That brought the death toll in Washington State, and in the United States, to nine. So far, those deaths have all been in the Seattle area.
The confirmation of additional deaths adds to an escalating emergency in a region that has rapidly emerged as a focal point for the virus in the United States, where there have now been at least 120 cases of coronavirus in more than a dozen states, as local health authorities from coast to coast raced to assess the risk to schools, medical centers and businesses.
The other deaths, all announced over the last few days, included residents of a nursing care facility in Kirkland, a Seattle suburb.

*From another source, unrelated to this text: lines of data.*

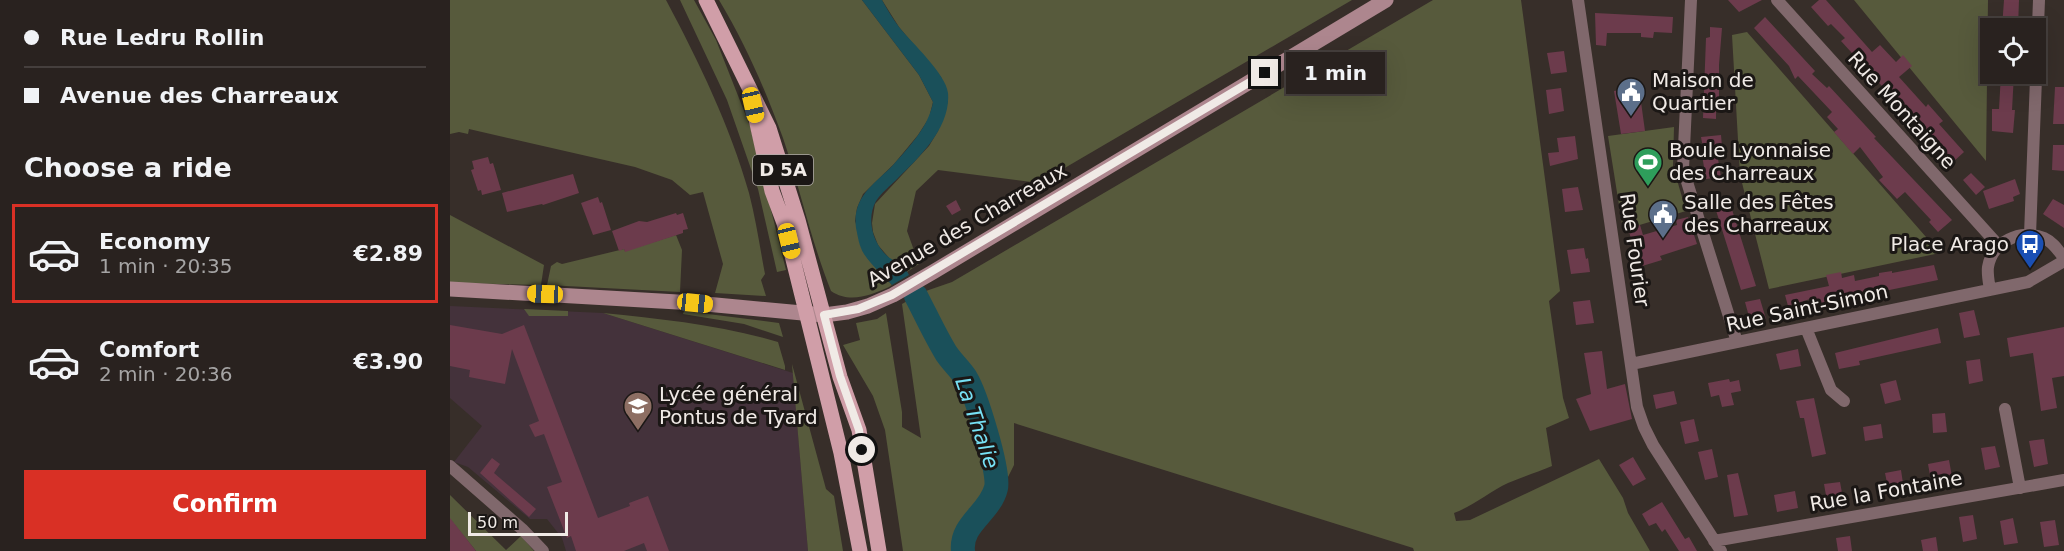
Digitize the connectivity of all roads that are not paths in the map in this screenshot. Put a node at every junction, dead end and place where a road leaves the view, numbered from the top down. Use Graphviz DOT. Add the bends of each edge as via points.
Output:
graph roads {
  1 [pos="706,0"];
  2 [pos="1386,0"];
  3 [pos="1578,0"];
  4 [pos="1680,0"];
  5 [pos="1691,0"];
  6 [pos="1695,0"];
  7 [pos="1777,0"];
  8 [pos="2039,0"];
  9 [pos="749,90"];
  10 [pos="2030,235"];
  11 [pos="1999,246"];
  12 [pos="2064,259"];
  13 [pos="450,289"];
  14 [pos="1990,290"];
  15 [pos="807,314"];
  16 [pos="824,315"];
  17 [pos="1806,328"];
  18 [pos="1737,342"];
  19 [pos="1631,364"];
  20 [pos="1844,401"];
  21 [pos="2005,409"];
  22 [pos="450,466"];
  23 [pos="2064,480"];
  24 [pos="2020,488"];
  25 [pos="1718,546"];
  26 [pos="543,551"];
  27 [pos="860,551"];
  28 [pos="879,551"];
  1 -- 9 [label="main road, D 5A"];
  2 -- 16 [label="main road, Avenue des Charreaux" via="892,295 858,309"];
  3 -- 19 [label="street, Rue Fourier"];
  4 -- 5 [label="street"];
  5 -- 6 [label="street"];
  5 -- 18 [label="street" via="1683,169"];
  7 -- 11 [label="street, Rue Montaigne"];
  8 -- 10 [label="street"];
  9 -- 15 [label="main road, D 5A" via="772,191"];
  9 -- 16 [label="main road, D 5A" via="770,128"];
  10 -- 11 [label="street" via="2020,235"];
  10 -- 12 [label="street" via="2052,243"];
  11 -- 14 [label="street" via="1988,264"];
  12 -- 14 [label="street, Rue Saint-Simon" via="2028,282"];
  13 -- 15 [label="main road, Avenue des Charreaux" via="695,303"];
  14 -- 17 [label="street, Rue Saint-Simon"];
  15 -- 16 [label="main road, Avenue des Charreaux"];
  15 -- 27 [label="main road"];
  16 -- 28 [label="main road" via="859,430"];
  17 -- 18 [label="street, Rue Saint-Simon"];
  17 -- 20 [label="street" via="1831,390"];
  18 -- 19 [label="street, Rue Saint-Simon"];
  19 -- 25 [label="street, Rue Fourier" via="1644,427"];
  21 -- 24 [label="street"];
  22 -- 26 [label="street"];
  23 -- 24 [label="street, Rue la Fontaine"];
  24 -- 25 [label="street, Rue la Fontaine"];
}
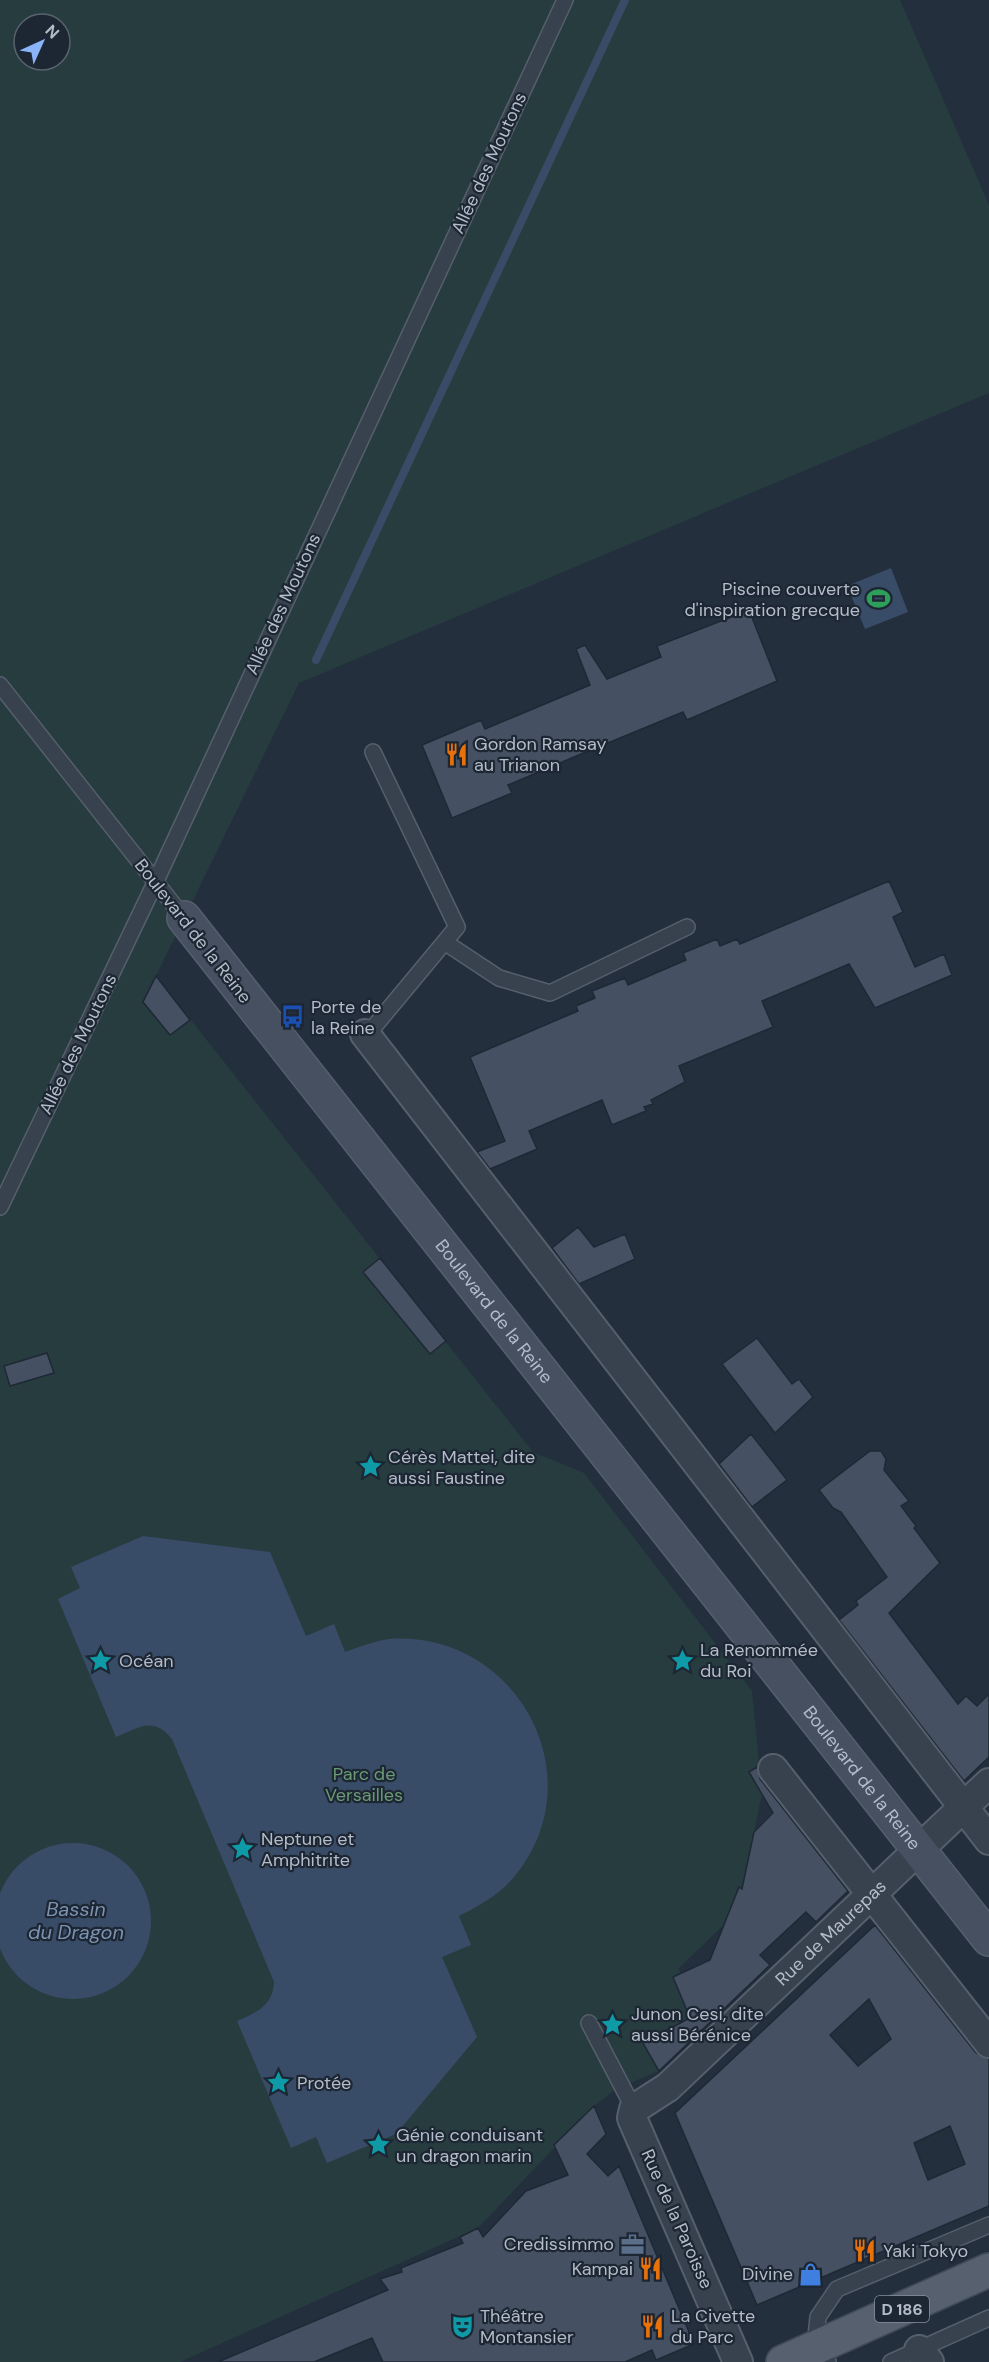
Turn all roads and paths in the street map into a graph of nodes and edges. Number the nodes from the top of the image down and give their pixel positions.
1 (565, 0) edge
2 (0, 686) edge
3 (373, 752) dead end
4 (155, 883) junction
5 (184, 918) joint
6 (687, 927) dead end
7 (446, 943) junction
8 (369, 1031) joint
9 (0, 1207) edge
10 (773, 1769) dead end
11 (989, 1783) edge
12 (963, 1807) junction
13 (989, 1840) edge
14 (917, 1849) junction
15 (871, 1894) junction
16 (989, 1939) edge
17 (589, 2023) dead end
18 (989, 2043) edge
19 (634, 2109) junction
20 (989, 2225) edge
21 (989, 2270) edge
22 (989, 2318) edge
23 (822, 2355) edge
24 (924, 2356) edge
25 (738, 2362) edge
26 (783, 2362) edge
27 (891, 2362) edge

1 - 4 lane, Allée des Moutons
2 - 4 lane, Boulevard de la Reine
3 - 7 lane
4 - 5 lane, Boulevard de la Reine
4 - 9 lane, Allée des Moutons
5 - 14 street, Boulevard de la Reine
6 - 7 lane
7 - 8 lane
8 - 12 street
10 - 15 street
11 - 12 street, Rue de Maurepas
12 - 13 street
12 - 14 street, Rue de Maurepas
14 - 15 street, Rue de Maurepas
14 - 16 street, Boulevard de la Reine
15 - 18 street
15 - 19 street, Rue de Maurepas
17 - 19 lane
19 - 25 street, Rue de la Paroisse
20 - 23 lane
21 - 23 main road, D 186
22 - 24 lane
23 - 26 main road, D 186
24 - 27 lane

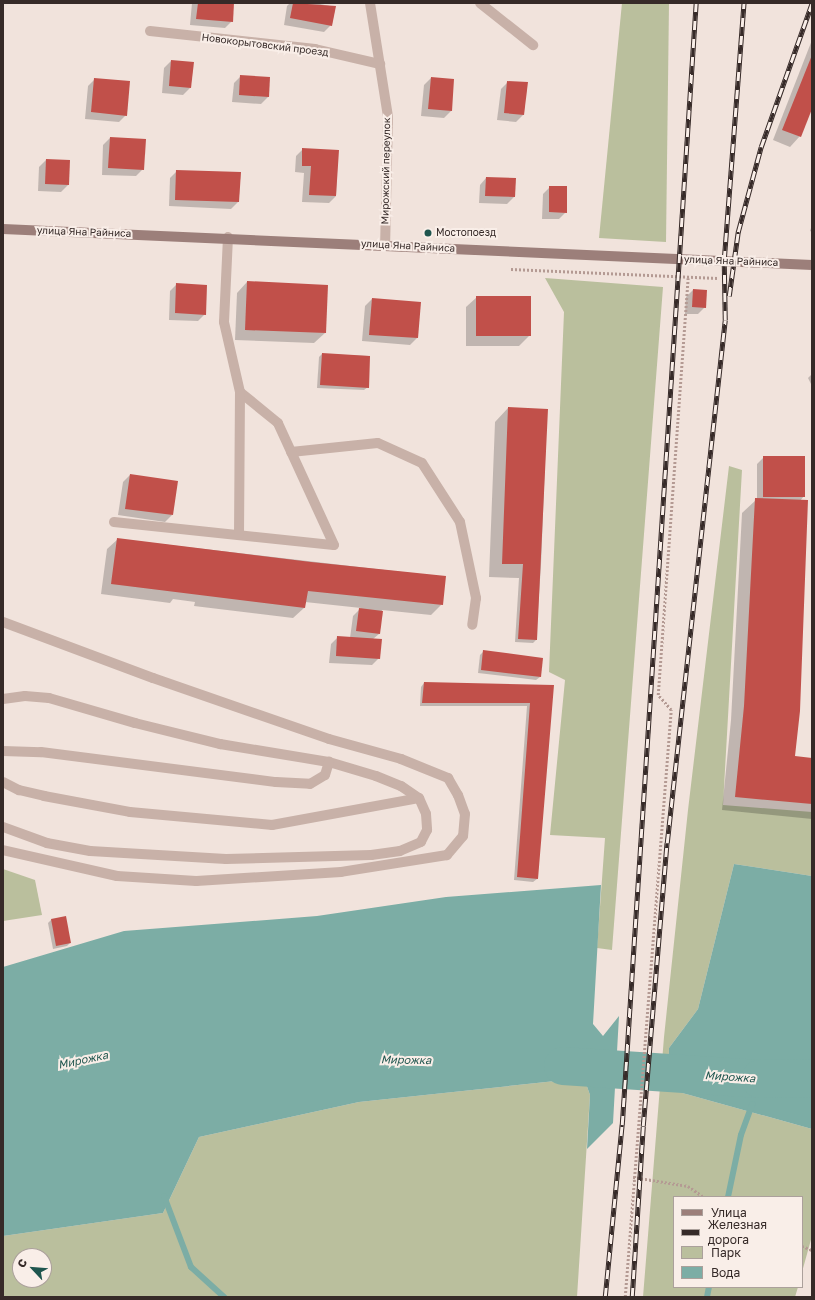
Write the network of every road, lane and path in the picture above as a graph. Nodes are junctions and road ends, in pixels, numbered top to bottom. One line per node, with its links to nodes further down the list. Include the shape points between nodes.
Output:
1 (370, 3): 5 (street, Мирожский переулок)
2 (480, 3): 4 (street)
3 (150, 32): 5 (street, Новокорытовский проезд, via 315,49)
4 (533, 45)
5 (380, 64): 8 (street, Мирожский переулок, via 388,117)
6 (3, 229): 7 (street, улица Яна Райниса)
7 (228, 237): 8 (street, улица Яна Райниса); 11 (street, via 224,322)
8 (385, 245): 9 (street, улица Яна Райниса)
9 (812, 265)
10 (688, 278): 24 (path, via 658,695 671,710)
11 (240, 392): 12 (street, via 278,423); 14 (street)
12 (291, 452): 14 (street, via 334,545); 16 (street, via 378,443 422,463 460,522 476,598)
13 (114, 522): 14 (street)
14 (238, 535)
15 (3, 622): 23 (street, via 160,680 329,739 401,759 448,778 465,814 463,836 447,855 341,872 196,881 117,876)
16 (472, 625)
17 (3, 699): 19 (street, via 26,696 49,698 220,744)
18 (3, 751): 19 (street, via 41,752 276,782 310,784 325,775)
19 (329, 762): 21 (street, via 376,776 401,786)
20 (3, 782): 21 (street, via 19,790 44,796 130,812 272,825)
21 (419, 798): 22 (street, via 427,820 427,830 421,842 400,851 371,855 226,859 90,851 47,843)
22 (3, 827)
23 (3, 850)
24 (633, 1177): 25 (path, via 688,1186); 26 (path)
25 (703, 1196)
26 (625, 1297)

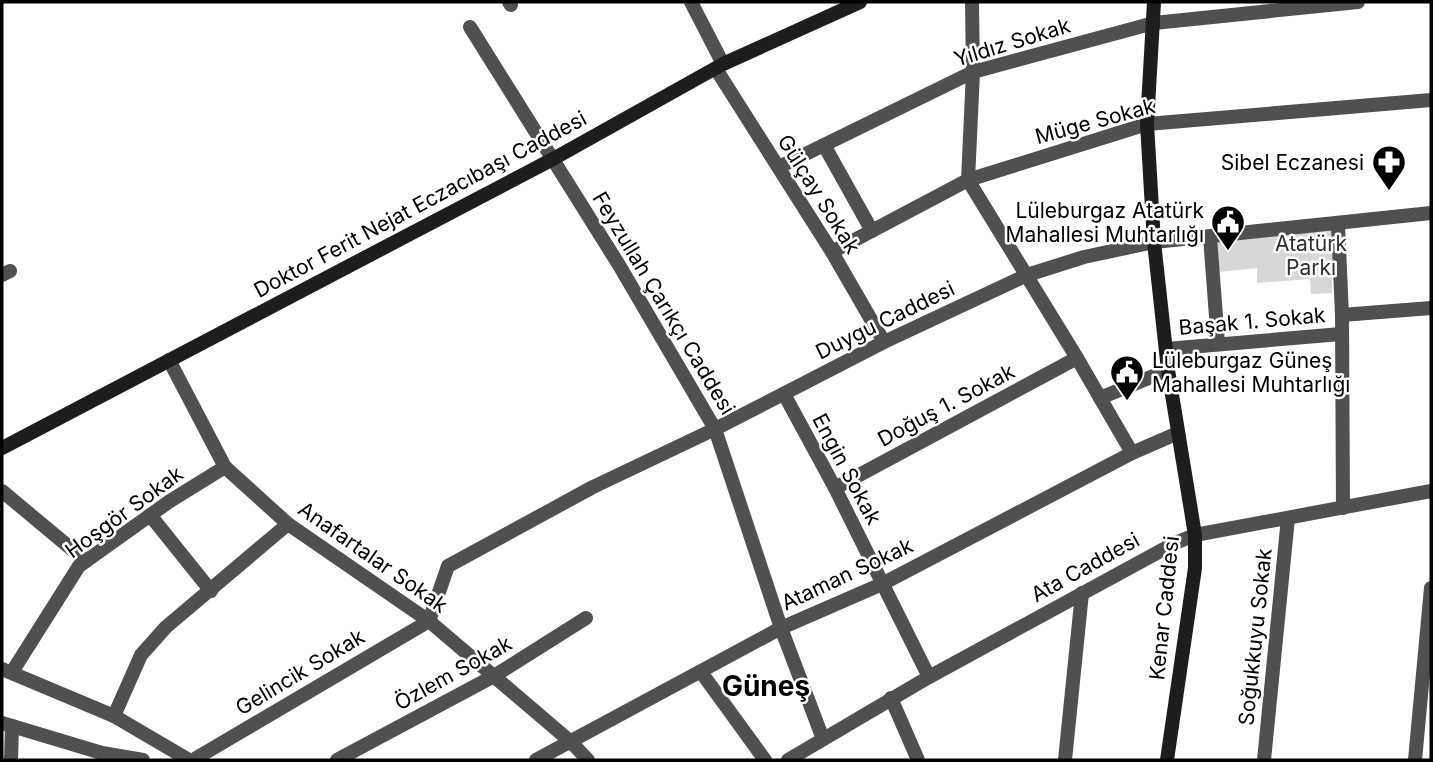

Health officials in North Carolina announced that state’s first case of coronavirus on Tuesday afternoon. They said the patient there had traveled to Washington and been “exposed at a long-term care facility” where there was an outbreak, an apparent reference to the Life Care nursing center in Kirkland, Wash.
The North Carolina patient was said to be doing well and isolated at home in Wake County.
Officials in Washington State were rushing to take steps to contain the spread. Health officials were asking the State Legislature for an additional $100 million in funding to help respond to the virus. Some leaders were weighing more widespread closings of events, and around Seattle, immediate steps were being taken.
In King County, officials were in the process of purchasing a motel in the region that could house people needing isolation. They were also working to repurpose modular homes that had been originally meant to be used by homeless people.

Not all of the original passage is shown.